2015-02-22 19:25:29 axxbc123 阅读数 128

当使用SparkContext的saveAsObjectFile方法将对象序列化到文件,以及通过objectFile方法将对象从文件反序列出来的时候,Spark默认使用Java的序列化以及反序列化机制,通常情况下,这种序列化机制是很低效的,Spark支持使用Kyro作为对象的序列化和反序列化机制,序列化的速度比java更快,但是使用Kyro时要注意,Kyro目前还是有些bug。

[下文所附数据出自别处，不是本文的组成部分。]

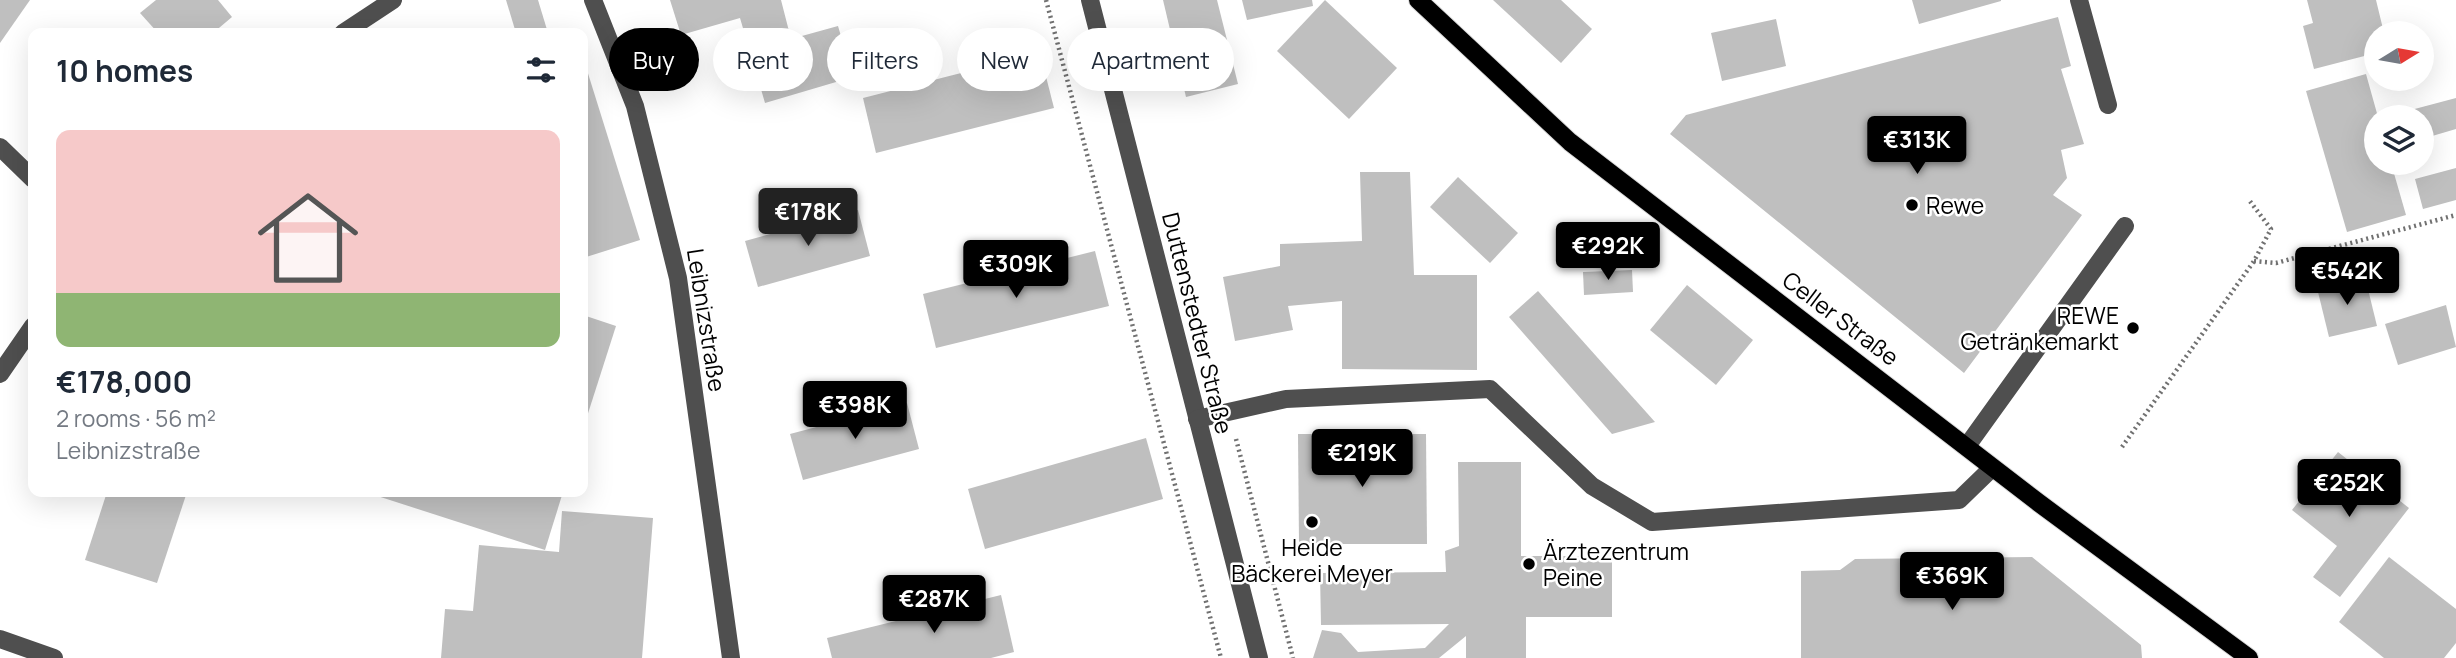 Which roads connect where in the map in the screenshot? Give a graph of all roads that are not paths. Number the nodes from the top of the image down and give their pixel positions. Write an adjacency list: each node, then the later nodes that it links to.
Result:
1 (393, 0): 6 (street)
2 (593, 0): 18 (street, Leibnizstraße)
3 (1090, 0): 13 (street, Duttenstedter Straße)
4 (1418, 0): 14 (main road, Celler Straße)
5 (2079, 0): 7 (street)
6 (351, 28)
7 (2108, 105)
8 (0, 147): 9 (street)
9 (28, 174)
10 (2125, 226): 14 (street)
11 (28, 333): 12 (street)
12 (0, 373)
13 (1198, 419): 15 (street); 19 (street, Duttenstedter Straße)
14 (1967, 446): 15 (main road, Celler Straße)
15 (1992, 468): 20 (main road, Celler Straße)
16 (0, 639): 17 (street)
17 (54, 658)
18 (731, 658)
19 (1257, 658)
20 (2249, 658) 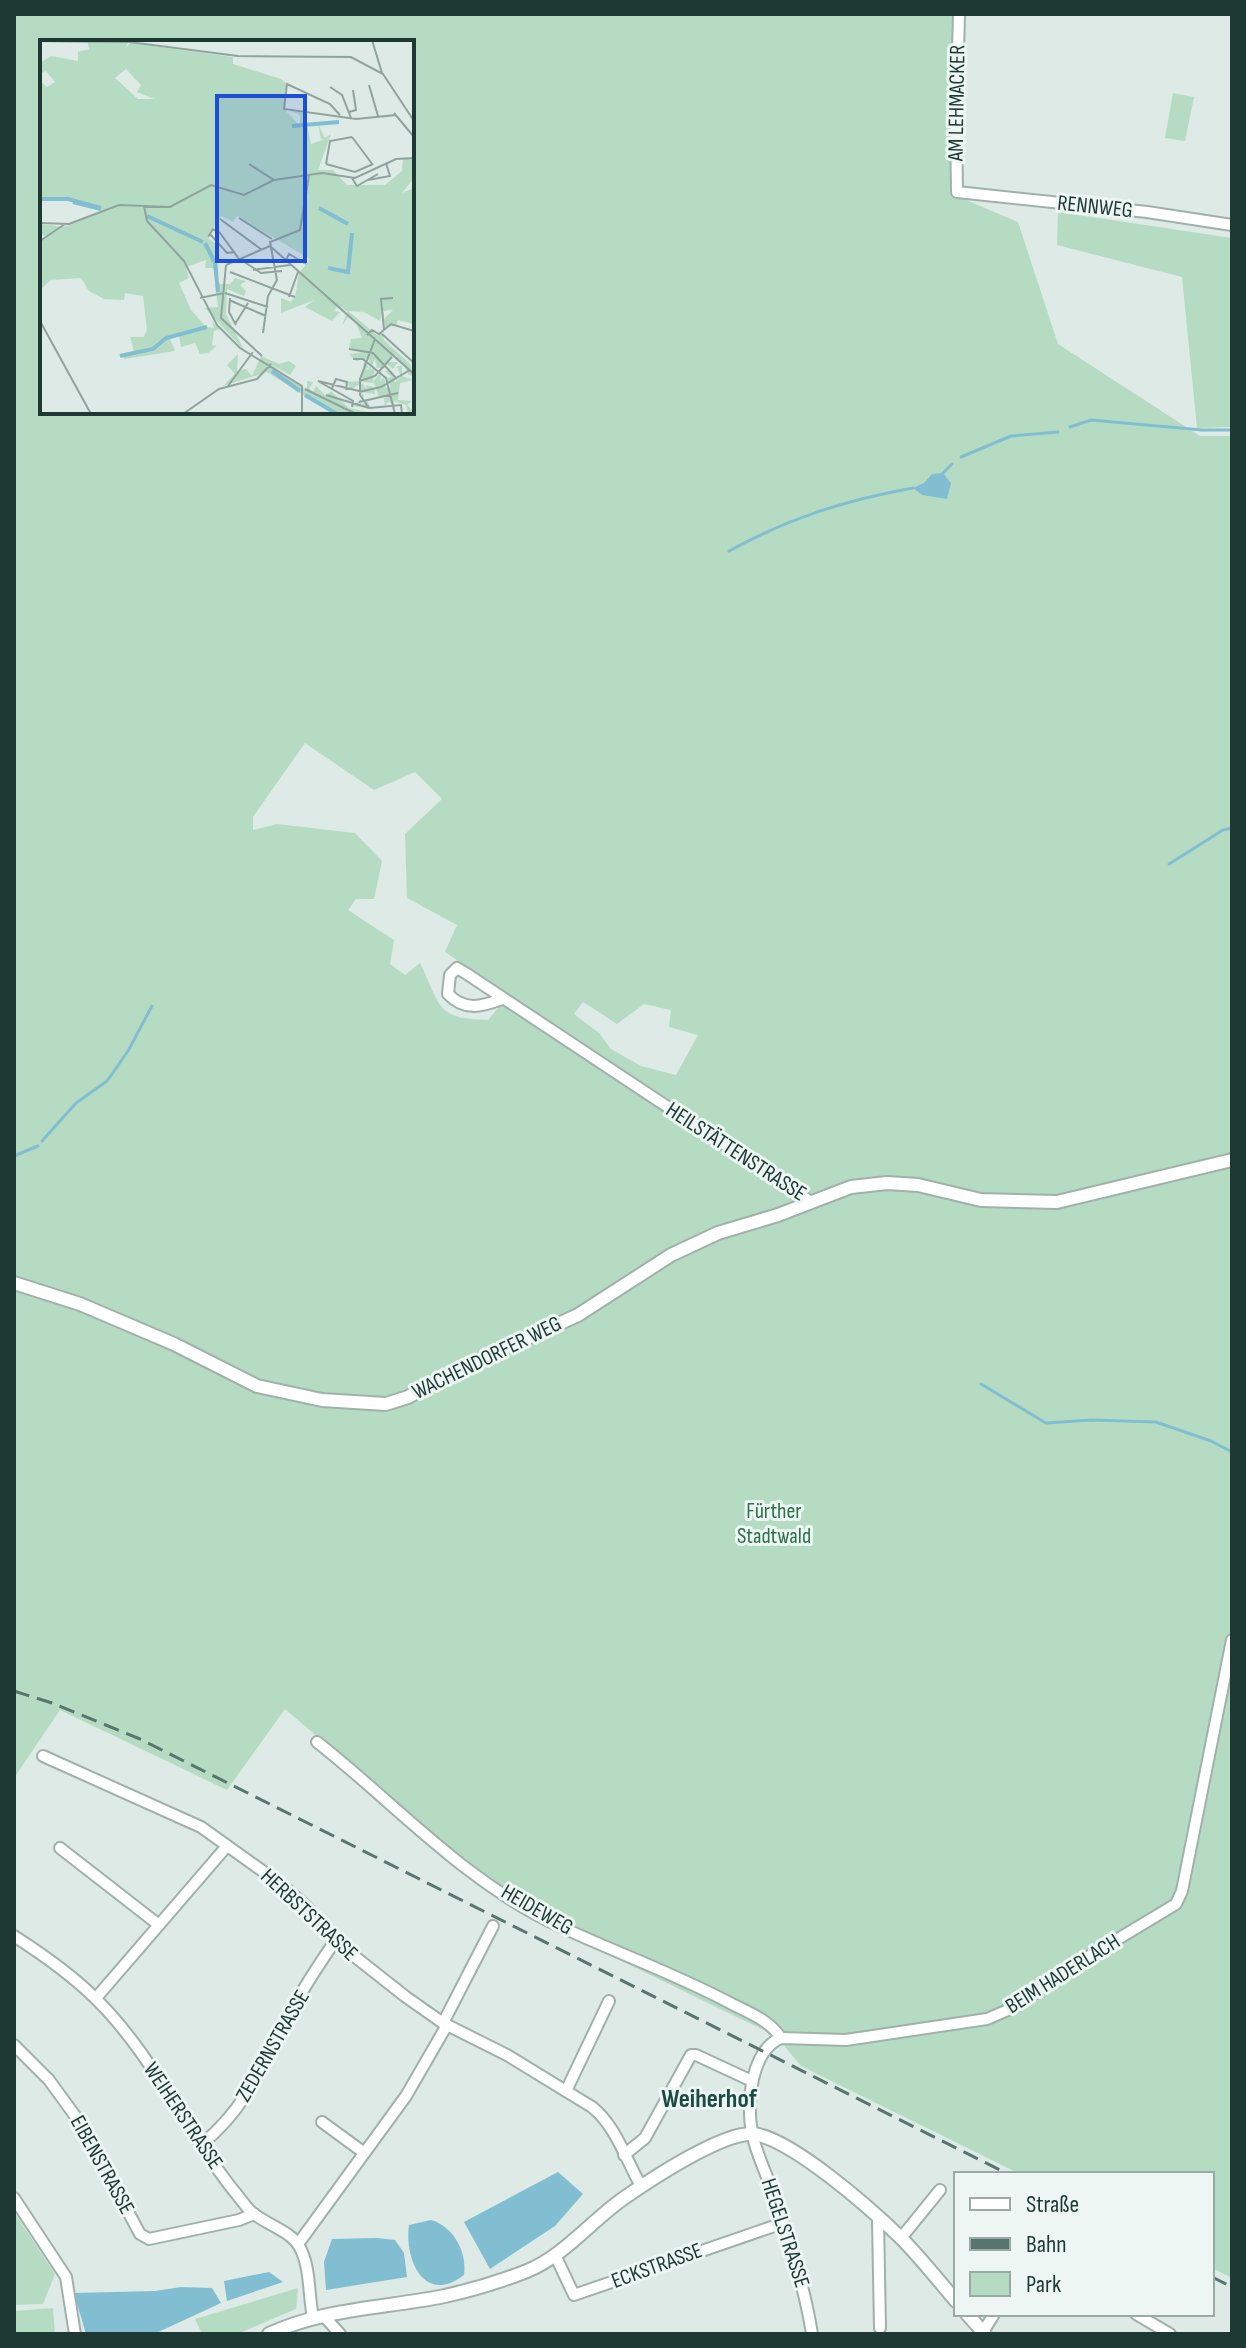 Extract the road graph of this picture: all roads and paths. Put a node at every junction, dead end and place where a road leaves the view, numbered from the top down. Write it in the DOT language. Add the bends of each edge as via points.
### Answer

  • Spark默认是使用Java的ObjectOutputStream框架,它支持所有的继承于java.io.Serializable序列化,如果想要进行调优的话,可以通过继承java.io.Externalizable。这种格式比较大,而且速度慢。
  • Spark还支持这种方式Kryo serialization,它的速度快,而且压缩比高于Java的序列化,但是它不支持所有的Serializable格式,并且需要在程序里面注册。它需要在实例化SparkContext之前进行注册
When Spark is transferring data over the network or spilling data to disk, it needs to
serialize objects into a binary format. This comes into play during shuffle operations,
where potentially large amounts of data are transferred. By default Spark will use
Java’s built-in serializer. Spark also supports the use of Kryo, a third-party serialization
library that improves on Java’s serialization by offering both faster serialization
times and a more compact binary representation, but cannot serialize all types of
objects “out of the box.” Almost all applications will benefit from shifting to Kryo for
serialization.

 

 

代码示例:

package spark.examples.kryo

import com.esotericsoftware.kryo.Kryo
import org.apache.spark.{SparkContext, SparkConf}
import org.apache.spark.serializer.KryoRegistrator

//两个成员变量name和age,同时必须实现java.io.Serializable接口
class MyClass1(val name: String, val age: Int) extends java.io.Serializable {
}

//两个成员变量name和age,同时必须实现java.io.Serializable接口
class MyClass2(val name: String, val age: Int) extends java.io.Serializable {

}

//注册使用Kryo序列化的类,要求MyClass1和MyClass2必须实现java.io.Serializable
class MyKryoRegistrator extends KryoRegistrator {
  override def registerClasses(kryo: Kryo): Unit = {
    kryo.register(classOf[MyClass1]);
    kryo.register(classOf[MyClass2]);
  }
}

object SparkKryo {
  def main(args: Array[String]) {
    //设置序列化器为KryoSerializer,也可以在配置文件中进行配置
    System.setProperty("spark.serializer", "org.apache.spark.serializer.KryoSerializer")
    System.setProperty("spark.kryo.registrator", "spark.examples.kryo.MyKryoRegistrator")
    val conf = new SparkConf()
    conf.setAppName("SparkKryo")
    conf.setMaster("local[3]")

    val sc = new SparkContext(conf)
    val rdd = sc.parallelize(List(new MyClass1("Tom", 31), new MyClass1("Jack", 23), new MyClass1("Mary", 19)))
    val fileDir = "file:///d:/wordcount" + System.currentTimeMillis()
    //将rdd中的对象通过kyro进行序列化,保存到fileDir目录中
    rdd.saveAsObjectFile(fileDir)
    //读取part-00000文件中的数据,对它进行反序列化,,得到对象集合rdd1
    val rdd1 = sc.objectFile[MyClass1](fileDir + "/" + "part-00000")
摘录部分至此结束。